About eight hundred years ago,
Benedictine and Cistercian monks living in the Enza Valley in north
central Italy drained some swampland between the towns of Parma and
Reggio. They set some cattle to grazing there and soon discovered
that cheese made from the rich milk of those cows was absolutely
delicious. So delicious, in fact, that the monks became quite
prosperous selling it to wealthy customers all over northern Italy.

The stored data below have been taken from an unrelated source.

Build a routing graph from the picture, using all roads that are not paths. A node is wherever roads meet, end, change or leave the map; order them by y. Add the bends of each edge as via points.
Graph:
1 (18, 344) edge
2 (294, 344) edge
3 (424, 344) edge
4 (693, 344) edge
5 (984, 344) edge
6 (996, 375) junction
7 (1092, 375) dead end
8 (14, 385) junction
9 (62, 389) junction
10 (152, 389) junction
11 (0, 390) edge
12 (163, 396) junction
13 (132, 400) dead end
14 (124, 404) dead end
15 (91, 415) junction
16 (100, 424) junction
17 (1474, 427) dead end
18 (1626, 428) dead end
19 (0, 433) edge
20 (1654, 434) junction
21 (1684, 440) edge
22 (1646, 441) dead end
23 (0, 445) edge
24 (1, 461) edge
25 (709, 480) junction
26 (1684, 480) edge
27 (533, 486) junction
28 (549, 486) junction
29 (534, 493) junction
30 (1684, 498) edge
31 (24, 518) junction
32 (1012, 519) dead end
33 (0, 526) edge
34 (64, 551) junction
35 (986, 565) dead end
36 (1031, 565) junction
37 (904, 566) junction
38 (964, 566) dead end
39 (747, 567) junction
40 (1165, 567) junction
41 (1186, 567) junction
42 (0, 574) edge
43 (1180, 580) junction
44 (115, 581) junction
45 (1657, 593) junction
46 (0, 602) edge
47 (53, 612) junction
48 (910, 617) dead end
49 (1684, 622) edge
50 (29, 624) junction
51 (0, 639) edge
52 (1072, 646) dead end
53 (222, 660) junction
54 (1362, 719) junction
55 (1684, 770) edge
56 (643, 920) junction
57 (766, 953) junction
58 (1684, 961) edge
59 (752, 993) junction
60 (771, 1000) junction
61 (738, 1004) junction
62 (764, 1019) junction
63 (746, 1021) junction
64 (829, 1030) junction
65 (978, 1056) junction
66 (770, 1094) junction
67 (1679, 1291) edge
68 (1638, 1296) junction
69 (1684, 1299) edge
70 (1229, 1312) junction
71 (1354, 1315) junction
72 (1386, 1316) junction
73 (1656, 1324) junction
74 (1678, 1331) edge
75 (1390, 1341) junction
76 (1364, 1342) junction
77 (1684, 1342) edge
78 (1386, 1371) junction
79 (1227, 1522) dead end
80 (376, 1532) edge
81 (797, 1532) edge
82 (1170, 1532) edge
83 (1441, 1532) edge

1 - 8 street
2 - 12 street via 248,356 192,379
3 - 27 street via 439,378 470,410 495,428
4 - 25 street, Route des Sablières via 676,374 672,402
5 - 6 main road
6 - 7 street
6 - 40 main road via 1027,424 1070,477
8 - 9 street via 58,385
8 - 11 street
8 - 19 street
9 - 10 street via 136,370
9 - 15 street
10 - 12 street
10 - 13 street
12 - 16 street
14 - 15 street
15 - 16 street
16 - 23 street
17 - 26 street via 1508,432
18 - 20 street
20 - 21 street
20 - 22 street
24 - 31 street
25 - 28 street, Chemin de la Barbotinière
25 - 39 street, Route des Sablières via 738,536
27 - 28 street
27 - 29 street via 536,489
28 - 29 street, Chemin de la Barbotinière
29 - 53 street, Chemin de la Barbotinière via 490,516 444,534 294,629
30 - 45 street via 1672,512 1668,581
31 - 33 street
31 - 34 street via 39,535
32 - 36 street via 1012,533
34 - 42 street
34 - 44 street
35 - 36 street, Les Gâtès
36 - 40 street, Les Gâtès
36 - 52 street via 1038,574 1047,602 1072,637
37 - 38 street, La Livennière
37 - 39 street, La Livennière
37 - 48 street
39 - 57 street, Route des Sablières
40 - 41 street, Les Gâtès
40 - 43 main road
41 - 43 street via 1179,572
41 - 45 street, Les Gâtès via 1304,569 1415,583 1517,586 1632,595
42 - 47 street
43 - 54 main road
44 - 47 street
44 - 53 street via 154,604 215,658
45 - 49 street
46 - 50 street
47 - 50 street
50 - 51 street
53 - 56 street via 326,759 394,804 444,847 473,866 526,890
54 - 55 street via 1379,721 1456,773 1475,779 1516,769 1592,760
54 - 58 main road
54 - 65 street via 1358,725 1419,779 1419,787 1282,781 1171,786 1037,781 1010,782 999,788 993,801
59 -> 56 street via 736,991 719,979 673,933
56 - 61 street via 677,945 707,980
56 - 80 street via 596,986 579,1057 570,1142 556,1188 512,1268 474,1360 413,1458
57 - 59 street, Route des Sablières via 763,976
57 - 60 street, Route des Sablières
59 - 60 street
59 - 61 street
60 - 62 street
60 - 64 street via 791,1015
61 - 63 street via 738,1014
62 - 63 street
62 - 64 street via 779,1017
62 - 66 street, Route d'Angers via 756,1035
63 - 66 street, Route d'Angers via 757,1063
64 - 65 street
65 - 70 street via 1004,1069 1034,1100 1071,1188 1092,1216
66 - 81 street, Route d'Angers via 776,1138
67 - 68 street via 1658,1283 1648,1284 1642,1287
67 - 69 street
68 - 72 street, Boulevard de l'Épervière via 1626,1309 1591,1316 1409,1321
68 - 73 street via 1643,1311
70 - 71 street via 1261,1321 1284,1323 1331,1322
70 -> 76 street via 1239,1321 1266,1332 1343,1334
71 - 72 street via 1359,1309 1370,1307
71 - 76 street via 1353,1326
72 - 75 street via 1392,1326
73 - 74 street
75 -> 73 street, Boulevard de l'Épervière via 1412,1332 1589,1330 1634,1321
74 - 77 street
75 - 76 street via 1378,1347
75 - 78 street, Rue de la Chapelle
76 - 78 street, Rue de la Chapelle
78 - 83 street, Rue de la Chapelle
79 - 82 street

By the early 14th century, Parmesan cheese had made it over the
mountains to Tuscany, where ships departing from Pisa and Livorno
carried it to other Mediterranean ports. Giovanni Boccaccio spoke of
it in his most famous work, “The Decameron”: “In a town
called Bengodi… there was a mountain made up completely of shaved
Parmesan cheese.” In this imaginary place, cooks rolled
macaroni down the mountain of cheese in order to cover it with the
snowy goodness. The cheese became popular in the port city of Genoa,
where its rich taste and high nutrient value made it a staple for sea
voyages. In the first recorded reference to Parmesan, written in
1254, a noble woman from Genoa traded her house for the guarantee of
an annual supply of fifty-three pounds of cheese produced in Parma.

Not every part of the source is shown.